[Entries shown]:
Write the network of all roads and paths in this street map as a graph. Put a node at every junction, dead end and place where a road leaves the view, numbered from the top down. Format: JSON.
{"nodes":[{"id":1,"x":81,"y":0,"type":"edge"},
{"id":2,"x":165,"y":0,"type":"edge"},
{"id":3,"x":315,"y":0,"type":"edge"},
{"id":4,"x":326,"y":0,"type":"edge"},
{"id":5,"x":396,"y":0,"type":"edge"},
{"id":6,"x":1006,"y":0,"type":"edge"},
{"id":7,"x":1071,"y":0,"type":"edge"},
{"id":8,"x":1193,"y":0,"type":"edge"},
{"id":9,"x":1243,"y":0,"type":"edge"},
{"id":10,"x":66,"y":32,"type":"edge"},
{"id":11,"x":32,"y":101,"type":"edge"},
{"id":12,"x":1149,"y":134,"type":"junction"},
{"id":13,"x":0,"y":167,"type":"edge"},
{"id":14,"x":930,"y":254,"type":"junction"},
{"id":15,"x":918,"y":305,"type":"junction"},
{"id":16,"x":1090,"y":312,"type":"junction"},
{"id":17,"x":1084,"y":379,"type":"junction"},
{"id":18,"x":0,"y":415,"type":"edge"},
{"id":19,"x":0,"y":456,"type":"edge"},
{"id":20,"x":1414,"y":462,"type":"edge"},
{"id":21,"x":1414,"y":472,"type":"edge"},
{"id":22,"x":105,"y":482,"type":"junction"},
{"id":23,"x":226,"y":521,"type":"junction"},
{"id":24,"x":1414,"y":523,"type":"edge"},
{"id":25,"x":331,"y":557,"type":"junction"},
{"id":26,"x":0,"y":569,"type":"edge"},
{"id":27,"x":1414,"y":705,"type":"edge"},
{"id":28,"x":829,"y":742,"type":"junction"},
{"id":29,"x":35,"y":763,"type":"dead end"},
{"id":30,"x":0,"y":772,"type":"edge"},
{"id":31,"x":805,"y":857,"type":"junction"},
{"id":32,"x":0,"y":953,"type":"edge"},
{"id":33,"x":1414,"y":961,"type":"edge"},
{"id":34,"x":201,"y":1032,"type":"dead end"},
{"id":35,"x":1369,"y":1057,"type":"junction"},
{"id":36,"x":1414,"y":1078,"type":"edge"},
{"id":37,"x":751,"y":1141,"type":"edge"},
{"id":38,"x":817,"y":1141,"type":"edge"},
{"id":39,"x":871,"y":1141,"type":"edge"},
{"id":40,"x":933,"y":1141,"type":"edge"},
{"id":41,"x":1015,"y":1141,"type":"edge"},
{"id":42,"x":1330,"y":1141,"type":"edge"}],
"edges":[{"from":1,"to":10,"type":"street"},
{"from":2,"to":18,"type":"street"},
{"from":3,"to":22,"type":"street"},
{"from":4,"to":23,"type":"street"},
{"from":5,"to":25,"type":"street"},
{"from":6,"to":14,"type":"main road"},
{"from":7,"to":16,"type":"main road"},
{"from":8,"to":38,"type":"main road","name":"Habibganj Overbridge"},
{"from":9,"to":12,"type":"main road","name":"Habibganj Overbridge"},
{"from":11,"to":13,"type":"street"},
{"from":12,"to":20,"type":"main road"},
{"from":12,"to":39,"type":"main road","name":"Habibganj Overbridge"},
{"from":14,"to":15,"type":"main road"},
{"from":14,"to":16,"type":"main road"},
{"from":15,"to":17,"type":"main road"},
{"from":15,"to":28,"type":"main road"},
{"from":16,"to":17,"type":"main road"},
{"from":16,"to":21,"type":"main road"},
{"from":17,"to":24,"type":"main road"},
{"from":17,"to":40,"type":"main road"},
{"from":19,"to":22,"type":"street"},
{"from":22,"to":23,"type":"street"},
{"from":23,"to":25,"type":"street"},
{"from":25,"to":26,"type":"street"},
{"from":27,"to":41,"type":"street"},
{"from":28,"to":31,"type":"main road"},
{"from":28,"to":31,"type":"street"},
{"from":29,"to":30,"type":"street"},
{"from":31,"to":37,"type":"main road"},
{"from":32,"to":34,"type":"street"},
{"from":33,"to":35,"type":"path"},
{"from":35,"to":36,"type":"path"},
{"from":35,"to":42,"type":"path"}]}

[How to complete this task]:
Reproduce the data in full, exactly as presented.

[Task response]:
Write the network of all roads and paths in this street map as a graph. Put a node at every junction, dead end and place where a road leaves the view, numbered from the top down. Format: JSON.
{"nodes":[{"id":1,"x":81,"y":0,"type":"edge"},
{"id":2,"x":165,"y":0,"type":"edge"},
{"id":3,"x":315,"y":0,"type":"edge"},
{"id":4,"x":326,"y":0,"type":"edge"},
{"id":5,"x":396,"y":0,"type":"edge"},
{"id":6,"x":1006,"y":0,"type":"edge"},
{"id":7,"x":1071,"y":0,"type":"edge"},
{"id":8,"x":1193,"y":0,"type":"edge"},
{"id":9,"x":1243,"y":0,"type":"edge"},
{"id":10,"x":66,"y":32,"type":"edge"},
{"id":11,"x":32,"y":101,"type":"edge"},
{"id":12,"x":1149,"y":134,"type":"junction"},
{"id":13,"x":0,"y":167,"type":"edge"},
{"id":14,"x":930,"y":254,"type":"junction"},
{"id":15,"x":918,"y":305,"type":"junction"},
{"id":16,"x":1090,"y":312,"type":"junction"},
{"id":17,"x":1084,"y":379,"type":"junction"},
{"id":18,"x":0,"y":415,"type":"edge"},
{"id":19,"x":0,"y":456,"type":"edge"},
{"id":20,"x":1414,"y":462,"type":"edge"},
{"id":21,"x":1414,"y":472,"type":"edge"},
{"id":22,"x":105,"y":482,"type":"junction"},
{"id":23,"x":226,"y":521,"type":"junction"},
{"id":24,"x":1414,"y":523,"type":"edge"},
{"id":25,"x":331,"y":557,"type":"junction"},
{"id":26,"x":0,"y":569,"type":"edge"},
{"id":27,"x":1414,"y":705,"type":"edge"},
{"id":28,"x":829,"y":742,"type":"junction"},
{"id":29,"x":35,"y":763,"type":"dead end"},
{"id":30,"x":0,"y":772,"type":"edge"},
{"id":31,"x":805,"y":857,"type":"junction"},
{"id":32,"x":0,"y":953,"type":"edge"},
{"id":33,"x":1414,"y":961,"type":"edge"},
{"id":34,"x":201,"y":1032,"type":"dead end"},
{"id":35,"x":1369,"y":1057,"type":"junction"},
{"id":36,"x":1414,"y":1078,"type":"edge"},
{"id":37,"x":751,"y":1141,"type":"edge"},
{"id":38,"x":817,"y":1141,"type":"edge"},
{"id":39,"x":871,"y":1141,"type":"edge"},
{"id":40,"x":933,"y":1141,"type":"edge"},
{"id":41,"x":1015,"y":1141,"type":"edge"},
{"id":42,"x":1330,"y":1141,"type":"edge"}],
"edges":[{"from":1,"to":10,"type":"street"},
{"from":2,"to":18,"type":"street"},
{"from":3,"to":22,"type":"street"},
{"from":4,"to":23,"type":"street"},
{"from":5,"to":25,"type":"street"},
{"from":6,"to":14,"type":"main road"},
{"from":7,"to":16,"type":"main road"},
{"from":8,"to":38,"type":"main road","name":"Habibganj Overbridge"},
{"from":9,"to":12,"type":"main road","name":"Habibganj Overbridge"},
{"from":11,"to":13,"type":"street"},
{"from":12,"to":20,"type":"main road"},
{"from":12,"to":39,"type":"main road","name":"Habibganj Overbridge"},
{"from":14,"to":15,"type":"main road"},
{"from":14,"to":16,"type":"main road"},
{"from":15,"to":17,"type":"main road"},
{"from":15,"to":28,"type":"main road"},
{"from":16,"to":17,"type":"main road"},
{"from":16,"to":21,"type":"main road"},
{"from":17,"to":24,"type":"main road"},
{"from":17,"to":40,"type":"main road"},
{"from":19,"to":22,"type":"street"},
{"from":22,"to":23,"type":"street"},
{"from":23,"to":25,"type":"street"},
{"from":25,"to":26,"type":"street"},
{"from":27,"to":41,"type":"street"},
{"from":28,"to":31,"type":"main road"},
{"from":28,"to":31,"type":"street"},
{"from":29,"to":30,"type":"street"},
{"from":31,"to":37,"type":"main road"},
{"from":32,"to":34,"type":"street"},
{"from":33,"to":35,"type":"path"},
{"from":35,"to":36,"type":"path"},
{"from":35,"to":42,"type":"path"}]}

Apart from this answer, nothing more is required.